From the entries that follow, report every line in which "Avenue" occurs.
╭─ Given records
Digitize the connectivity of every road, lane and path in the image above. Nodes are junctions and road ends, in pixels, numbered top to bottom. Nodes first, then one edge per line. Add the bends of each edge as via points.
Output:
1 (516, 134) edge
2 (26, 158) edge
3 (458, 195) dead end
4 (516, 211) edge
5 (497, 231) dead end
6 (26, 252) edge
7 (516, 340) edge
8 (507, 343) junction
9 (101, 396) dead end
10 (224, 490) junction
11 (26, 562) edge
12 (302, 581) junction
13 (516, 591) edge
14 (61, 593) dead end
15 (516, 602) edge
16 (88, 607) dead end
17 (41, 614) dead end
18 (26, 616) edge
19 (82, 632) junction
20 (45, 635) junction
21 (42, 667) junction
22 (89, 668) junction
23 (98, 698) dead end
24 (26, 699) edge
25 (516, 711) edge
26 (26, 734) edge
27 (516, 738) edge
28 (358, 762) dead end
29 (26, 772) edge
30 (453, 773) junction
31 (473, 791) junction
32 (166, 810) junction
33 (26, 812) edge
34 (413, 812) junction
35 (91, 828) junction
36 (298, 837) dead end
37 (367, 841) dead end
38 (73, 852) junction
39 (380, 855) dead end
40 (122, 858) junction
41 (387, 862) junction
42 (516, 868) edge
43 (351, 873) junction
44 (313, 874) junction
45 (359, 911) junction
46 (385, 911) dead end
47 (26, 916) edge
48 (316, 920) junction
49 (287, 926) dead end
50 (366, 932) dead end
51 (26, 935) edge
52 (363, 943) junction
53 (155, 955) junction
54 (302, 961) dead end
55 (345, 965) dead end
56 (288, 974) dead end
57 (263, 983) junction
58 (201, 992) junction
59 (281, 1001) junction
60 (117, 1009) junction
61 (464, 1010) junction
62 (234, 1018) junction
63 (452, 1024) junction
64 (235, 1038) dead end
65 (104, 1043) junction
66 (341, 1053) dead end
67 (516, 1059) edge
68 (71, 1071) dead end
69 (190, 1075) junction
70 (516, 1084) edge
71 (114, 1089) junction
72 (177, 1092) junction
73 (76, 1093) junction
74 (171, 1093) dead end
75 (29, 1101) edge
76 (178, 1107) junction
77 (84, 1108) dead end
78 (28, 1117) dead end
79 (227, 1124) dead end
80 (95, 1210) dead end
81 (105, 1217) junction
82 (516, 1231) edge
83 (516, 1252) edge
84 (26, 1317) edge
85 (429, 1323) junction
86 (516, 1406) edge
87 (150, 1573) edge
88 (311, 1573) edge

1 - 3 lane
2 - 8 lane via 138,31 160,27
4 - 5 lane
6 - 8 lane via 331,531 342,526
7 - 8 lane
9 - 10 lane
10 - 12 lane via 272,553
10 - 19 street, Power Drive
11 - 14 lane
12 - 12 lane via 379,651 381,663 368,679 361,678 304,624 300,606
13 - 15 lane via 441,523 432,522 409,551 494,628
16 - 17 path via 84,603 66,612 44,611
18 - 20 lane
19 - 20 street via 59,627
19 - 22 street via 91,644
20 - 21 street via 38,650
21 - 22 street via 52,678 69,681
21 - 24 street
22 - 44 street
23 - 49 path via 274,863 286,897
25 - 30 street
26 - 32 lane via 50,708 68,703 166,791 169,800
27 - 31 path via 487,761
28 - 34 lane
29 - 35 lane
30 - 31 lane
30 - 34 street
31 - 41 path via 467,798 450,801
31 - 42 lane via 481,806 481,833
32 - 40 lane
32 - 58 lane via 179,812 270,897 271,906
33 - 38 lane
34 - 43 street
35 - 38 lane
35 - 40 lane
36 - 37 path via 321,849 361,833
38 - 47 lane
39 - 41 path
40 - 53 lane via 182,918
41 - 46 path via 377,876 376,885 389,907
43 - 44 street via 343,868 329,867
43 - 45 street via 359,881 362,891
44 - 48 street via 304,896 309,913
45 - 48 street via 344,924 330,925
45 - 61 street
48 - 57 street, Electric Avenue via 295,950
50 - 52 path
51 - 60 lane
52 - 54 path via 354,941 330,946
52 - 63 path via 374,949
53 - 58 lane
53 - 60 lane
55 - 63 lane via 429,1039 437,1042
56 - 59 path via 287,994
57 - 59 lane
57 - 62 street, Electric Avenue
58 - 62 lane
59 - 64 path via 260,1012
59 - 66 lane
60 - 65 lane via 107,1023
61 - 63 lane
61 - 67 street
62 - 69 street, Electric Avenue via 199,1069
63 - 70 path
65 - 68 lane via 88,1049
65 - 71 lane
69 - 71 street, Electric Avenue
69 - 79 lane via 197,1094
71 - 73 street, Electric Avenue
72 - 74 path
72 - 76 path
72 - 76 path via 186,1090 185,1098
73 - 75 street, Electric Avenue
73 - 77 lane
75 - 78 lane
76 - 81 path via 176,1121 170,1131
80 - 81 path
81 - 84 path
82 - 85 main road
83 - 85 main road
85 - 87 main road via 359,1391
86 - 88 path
╰─
> **Answer space**:
48 - 57 street, Electric Avenue via 295,950
57 - 62 street, Electric Avenue
62 - 69 street, Electric Avenue via 199,1069
69 - 71 street, Electric Avenue
71 - 73 street, Electric Avenue
73 - 75 street, Electric Avenue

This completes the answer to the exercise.